Arnold Plackett LRIBA (1887 – 3 June 1960) was a 20th century architect based in Long Eaton.

==History==

He was born in 1887 in Breaston, Derbyshire, the son of Augustus Plackett and Fanny Pepper.

He trained as an architect in the practice of Ernest Hooley, and then established himself in practice around 1910, initially in Central Chambers, Long Eaton, but shortly afterwards he moved to Imperial Buildings, Derby Road, Long Eaton.

He married Edith Mary Wilcox on 28 July 1914 in Long Eaton.

In 1916 he signed up to the North Staffordshire Regiment. In 1941 he joined the British Army and served in the Royal Army Pay Corps.

He retired in 1959 and closed his practice. He died in 1960 at his home 144, Wilsthorpe Road, Breaston, Derbyshire and left an estate valued at £15831 8s 10d.

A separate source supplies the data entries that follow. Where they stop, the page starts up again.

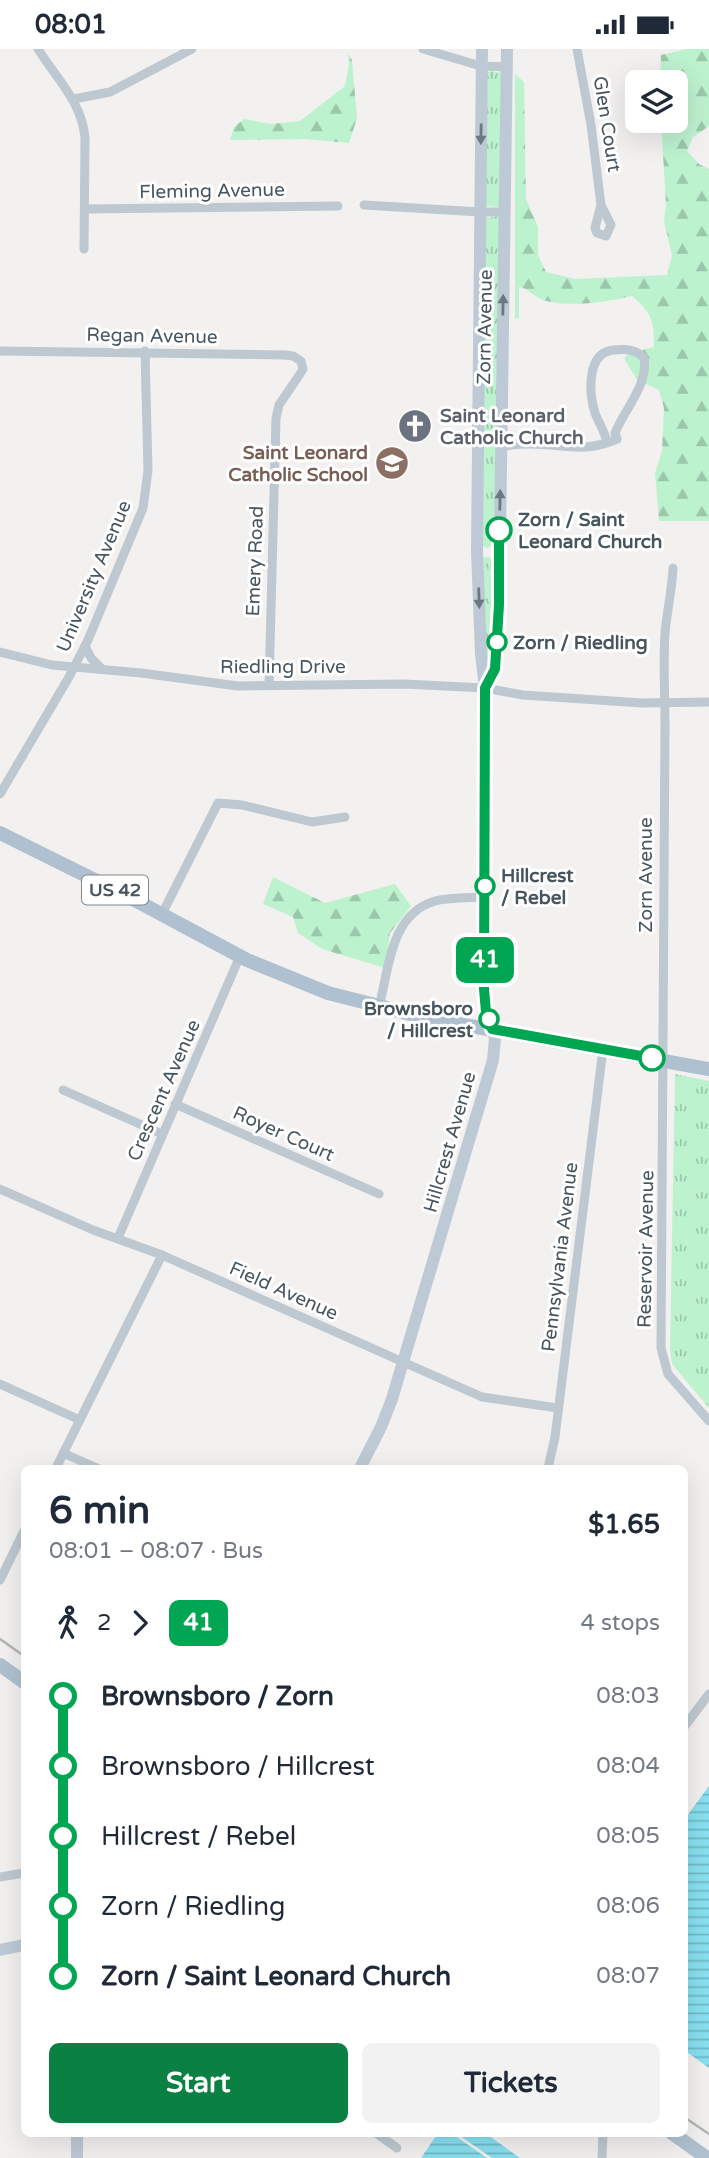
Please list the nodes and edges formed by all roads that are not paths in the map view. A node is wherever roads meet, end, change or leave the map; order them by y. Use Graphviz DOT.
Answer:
graph roads {
  1 [pos="38,49"];
  2 [pos="192,49"];
  3 [pos="423,49"];
  4 [pos="482,49"];
  5 [pos="507,49"];
  6 [pos="577,49"];
  7 [pos="481,66"];
  8 [pos="507,67"];
  9 [pos="74,99"];
  10 [pos="364,205"];
  11 [pos="601,205"];
  12 [pos="338,206"];
  13 [pos="86,209"];
  14 [pos="480,212"];
  15 [pos="505,212"];
  16 [pos="84,249"];
  17 [pos="0,351"];
  18 [pos="145,351"];
  19 [pos="301,361"];
  20 [pos="607,443"];
  21 [pos="502,446"];
  22 [pos="673,568"];
  23 [pos="85,646"];
  24 [pos="0,652"];
  25 [pos="75,666"];
  26 [pos="103,669"];
  27 [pos="269,685"];
  28 [pos="485,688"];
  29 [pos="709,702"];
  30 [pos="665,703"];
  31 [pos="0,794"];
  32 [pos="345,817"];
  33 [pos="0,833"];
  34 [pos="485,897"];
  35 [pos="162,913"];
  36 [pos="240,956"];
  37 [pos="379,1007"];
  38 [pos="492,1029"];
  39 [pos="603,1049"];
  40 [pos="663,1060"];
  41 [pos="709,1069"];
  42 [pos="63,1090"];
  43 [pos="175,1104"];
  44 [pos="162,1134"];
  45 [pos="0,1189"];
  46 [pos="379,1194"];
  47 [pos="118,1238"];
  48 [pos="162,1255"];
  49 [pos="403,1361"];
  50 [pos="0,1384"];
  51 [pos="558,1408"];
  52 [pos="80,1420"];
  53 [pos="709,1421"];
  54 [pos="63,1453"];
  55 [pos="57,1465"];
  56 [pos="90,1465"];
  57 [pos="362,1465"];
  58 [pos="548,1465"];
  59 [pos="21,1537"];
  60 [pos="0,1580"];
  61 [pos="0,1665"];
  62 [pos="21,1680"];
  63 [pos="709,1694"];
  64 [pos="688,1722"];
  65 [pos="21,1874"];
  66 [pos="0,1877"];
  67 [pos="21,1946"];
  68 [pos="0,1950"];
  69 [pos="77,2137"];
  70 [pos="382,2137"];
  71 [pos="603,2137"];
  72 [pos="678,2137"];
  73 [pos="397,2148"];
  74 [pos="77,2158"];
  75 [pos="602,2158"];
  76 [pos="707,2158"];
  1 -- 9 [label="street"];
  2 -- 9 [label="street"];
  3 -- 7 [label="street"];
  4 -- 7 [label="main road, Zorn Avenue"];
  5 -- 8 [label="main road, Zorn Avenue"];
  6 -- 11 [label="street, Glen Court"];
  7 -- 8 [label="street"];
  7 -- 14 [label="main road, Zorn Avenue, one-way"];
  8 -- 15 [label="main road, Zorn Avenue"];
  9 -- 13 [label="street"];
  10 -- 14 [label="street"];
  12 -- 13 [label="street, Fleming Avenue"];
  13 -- 16 [label="street"];
  14 -- 15 [label="street"];
  14 -- 28 [label="main road, Zorn Avenue, one-way"];
  21 -- 15 [label="main road, Zorn Avenue, one-way"];
  17 -- 18 [label="street, Regan Avenue"];
  18 -- 19 [label="street, Regan Avenue"];
  18 -- 23 [label="street, University Avenue"];
  19 -- 27 [label="street, Emery Road"];
  20 -- 20 [label="street"];
  20 -- 21 [label="street"];
  28 -- 21 [label="main road, Zorn Avenue, one-way"];
  22 -- 30 [label="street, Zorn Avenue"];
  23 -- 25 [label="street, University Avenue"];
  23 -- 26 [label="street"];
  24 -- 25 [label="street, Riedling Drive"];
  25 -- 26 [label="street, Riedling Drive"];
  25 -- 31 [label="street, University Avenue"];
  26 -- 27 [label="street, Riedling Drive"];
  27 -- 28 [label="street, Riedling Drive"];
  28 -- 30 [label="street"];
  28 -- 34 [label="main road, Hillcrest Avenue"];
  29 -- 30 [label="street"];
  30 -- 40 [label="street, Zorn Avenue"];
  32 -- 35 [label="street"];
  33 -- 35 [label="main road, US 42"];
  34 -- 37 [label="street"];
  34 -- 38 [label="main road, Hillcrest Avenue"];
  35 -- 36 [label="main road, US 42"];
  36 -- 37 [label="main road, US 42"];
  36 -- 43 [label="street, Crescent Avenue"];
  37 -- 38 [label="main road, US 42"];
  38 -- 39 [label="main road, US 42"];
  38 -- 49 [label="main road, Hillcrest Avenue"];
  39 -- 40 [label="main road, US 42"];
  39 -- 51 [label="street, Pennsylvania Avenue"];
  40 -- 41 [label="main road, US 42"];
  40 -- 53 [label="street, Reservoir Avenue"];
  42 -- 44 [label="street"];
  43 -- 44 [label="street, Crescent Avenue"];
  43 -- 46 [label="street, Royer Court"];
  44 -- 47 [label="street, Crescent Avenue"];
  45 -- 47 [label="street, Field Avenue"];
  47 -- 48 [label="street, Field Avenue"];
  48 -- 49 [label="street, Field Avenue"];
  48 -- 52 [label="street"];
  49 -- 51 [label="street, Field Avenue"];
  49 -- 57 [label="main road, Hillcrest Avenue"];
  50 -- 52 [label="street"];
  51 -- 58 [label="street, Pennsylvania Avenue"];
  52 -- 54 [label="street"];
  54 -- 55 [label="street"];
  54 -- 56 [label="street"];
  59 -- 60 [label="street"];
  61 -- 62 [label="main road"];
  63 -- 64 [label="street"];
  65 -- 66 [label="street"];
  67 -- 68 [label="main road"];
  69 -- 74 [label="main road"];
  70 -- 73 [label="street"];
  71 -- 75 [label="street"];
  72 -- 76 [label="main road"];
}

His wife, Edith Mary Plackett, died in 1973.

==Works==
- House, 149 Wollaton Road, Beeston. 1914 (now demolished)
- House, 11 Devonshire Avenue, Beeston, 1923
- House, 13 Devonshire Avenue, Beeston, 1925
- Mayfair Ballroom, Oxford Street, Long Eaton
- Four shops, 118–124 High Road, Beeston. 1928
- House, 10 Marlborough Road, Beeston. 1929
- Pair of houses, Holden Road, Beeston. 1934
- 28 Houses, Off Muriel Road, Beeston. 1935
- Houses, Endsleigh Gardens, Beeston. 1935
- Houses, Charnwood Avenue and Larch Crescent, Beeston. 1936
- House, 12 Bramcote Avenue, Beeston. 1936
- House, 1 Cumberland Avenue, Beeston. 1936
- House, 63 Humber Road, Beeston. 1936
- House, 191 Byepass Road, Beeston. 1937
- Manor Farm Estate, High Road, Toton. 1939–40
- Extensions to the works of W. Reynolds and Co, Watnall Road, Hucknall. 1948.